Photothermal Techniques Applied to the Thermal ... - Springer Link

Int J Thermophys (2013) 34:948–954 DOI 10.1007/s10765-012-1232-y

Photothermal Techniques Applied to the Thermal Characterization of l–Cysteine Nanofluids E. Maldonado Alvarado · E. Ramón-Gallegos · J. L. Jiménez Pérez · A. Cruz-Orea · J. Hernández Rosas

Received: 12 October 2011 / Accepted: 8 June 2012 / Published online: 28 June 2012 © Springer Science+Business Media, LLC 2012

Abstract Thermal-diffusivity (D) and thermal-effusivity (e) measurements were carried out in l-cysteine nanoliquids (l-cysteine in combination with Au nanoparticles and protoporphyrin IX (PpIX) nanofluid) by using thermal lens spectrometry (TLS) and photopyroelectric (PPE) techniques. The TLS technique was used in the two mismatched mode experimental configuration to obtain the thermal-diffusivity of the samples. On the other hand, the sample thermal effusivity (e) was obtained by using the PPE technique where the temperature variation of a sample, exposed to modulated radiation, is measured with a pyrolectric sensor. From the obtained thermal-diffusivity and thermal-effusivity values, the thermal conductivity and specific heat capacity of the sample were calculated. The obtained thermal parameters were compared with the thermal parameters of water. The results of this study could be applied to the detection of tumors by using the l-cysteine in combination with Au nanoparticles and PpIX nanofluid, called conjugated in this study.
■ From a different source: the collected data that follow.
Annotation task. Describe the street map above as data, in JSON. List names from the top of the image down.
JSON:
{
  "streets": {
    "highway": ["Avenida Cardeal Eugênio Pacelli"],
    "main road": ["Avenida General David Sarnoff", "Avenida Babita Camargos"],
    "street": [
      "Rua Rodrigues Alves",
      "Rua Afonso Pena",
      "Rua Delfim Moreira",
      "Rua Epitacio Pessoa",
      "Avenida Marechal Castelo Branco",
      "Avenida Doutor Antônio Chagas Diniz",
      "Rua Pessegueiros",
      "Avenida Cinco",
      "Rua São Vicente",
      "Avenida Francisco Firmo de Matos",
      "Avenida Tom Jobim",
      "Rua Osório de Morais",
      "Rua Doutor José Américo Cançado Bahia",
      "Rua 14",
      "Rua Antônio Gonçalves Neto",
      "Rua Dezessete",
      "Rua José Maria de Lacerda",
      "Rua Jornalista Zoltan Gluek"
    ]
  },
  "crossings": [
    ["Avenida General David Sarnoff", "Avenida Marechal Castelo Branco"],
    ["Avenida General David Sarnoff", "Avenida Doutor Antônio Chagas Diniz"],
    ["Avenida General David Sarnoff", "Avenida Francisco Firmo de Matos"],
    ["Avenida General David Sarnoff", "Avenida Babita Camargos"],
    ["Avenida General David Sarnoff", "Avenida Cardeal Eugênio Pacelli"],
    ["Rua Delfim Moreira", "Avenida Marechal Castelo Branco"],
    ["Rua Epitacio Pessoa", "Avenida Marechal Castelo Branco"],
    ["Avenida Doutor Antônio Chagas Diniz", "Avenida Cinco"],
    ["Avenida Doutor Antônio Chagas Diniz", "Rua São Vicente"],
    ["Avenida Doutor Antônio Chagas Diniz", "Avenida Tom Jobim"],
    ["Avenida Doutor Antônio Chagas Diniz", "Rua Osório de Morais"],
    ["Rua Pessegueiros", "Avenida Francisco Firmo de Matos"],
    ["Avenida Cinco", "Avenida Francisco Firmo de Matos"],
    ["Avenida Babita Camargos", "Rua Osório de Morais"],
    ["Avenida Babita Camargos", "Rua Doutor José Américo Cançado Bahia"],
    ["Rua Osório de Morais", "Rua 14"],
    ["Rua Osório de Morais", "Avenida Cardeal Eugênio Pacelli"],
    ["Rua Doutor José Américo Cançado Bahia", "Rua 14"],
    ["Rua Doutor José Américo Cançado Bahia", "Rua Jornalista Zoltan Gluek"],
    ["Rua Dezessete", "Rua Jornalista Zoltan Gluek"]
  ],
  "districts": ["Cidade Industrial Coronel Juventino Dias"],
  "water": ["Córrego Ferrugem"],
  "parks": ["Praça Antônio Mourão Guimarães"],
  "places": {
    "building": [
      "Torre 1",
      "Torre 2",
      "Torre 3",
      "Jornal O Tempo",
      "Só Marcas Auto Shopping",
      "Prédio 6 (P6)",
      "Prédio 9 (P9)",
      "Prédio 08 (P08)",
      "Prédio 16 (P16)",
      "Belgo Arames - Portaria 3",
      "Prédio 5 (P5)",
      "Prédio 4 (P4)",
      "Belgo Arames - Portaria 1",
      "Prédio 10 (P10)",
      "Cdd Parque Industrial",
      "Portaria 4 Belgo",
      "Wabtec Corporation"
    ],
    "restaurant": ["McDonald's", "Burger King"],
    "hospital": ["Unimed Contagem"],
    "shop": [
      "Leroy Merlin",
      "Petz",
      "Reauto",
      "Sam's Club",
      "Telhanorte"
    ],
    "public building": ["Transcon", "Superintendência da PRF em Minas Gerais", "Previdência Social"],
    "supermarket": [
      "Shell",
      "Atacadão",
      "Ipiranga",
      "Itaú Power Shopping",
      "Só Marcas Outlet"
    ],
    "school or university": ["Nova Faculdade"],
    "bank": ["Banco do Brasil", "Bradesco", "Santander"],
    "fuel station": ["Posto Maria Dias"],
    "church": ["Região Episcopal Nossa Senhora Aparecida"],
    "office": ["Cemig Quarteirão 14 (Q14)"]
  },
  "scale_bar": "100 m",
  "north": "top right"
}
E. M. Alvarado · E. Ramón-Gallegos Environment Citopathology Laboratory, Department of Morphology, Escuela Nacional de Ciencias Biológicas del IPN, Carpio y Plan de Ayala S/N, Col. Sto. Tomas, C.P. 11340, México, DF, México J. L. Jiménez Pérez · J. Hernández Rosas Unidad Profesional Interdisciplinaria en Ingeniería y Tecnologías Avanzadas del IPN, Avenida Instituto Politécnico Nacional No. 2580, Colonia Barrio la Laguna Ticomán Delegación Gustavo A. Madero, C.P. 07340 México, DF, México A. Cruz-Orea (B) Departamento de Física, Centro de Investigación y de Estudios Avanzados del Instituto Politécnico Nacional, Av. Instituto Politécnico Nacional 2508 Col. San Pedro Zacatenco, D.F. Apartado postal 14-740, C.P. 07360 México, DF, México e-mail: [email protected]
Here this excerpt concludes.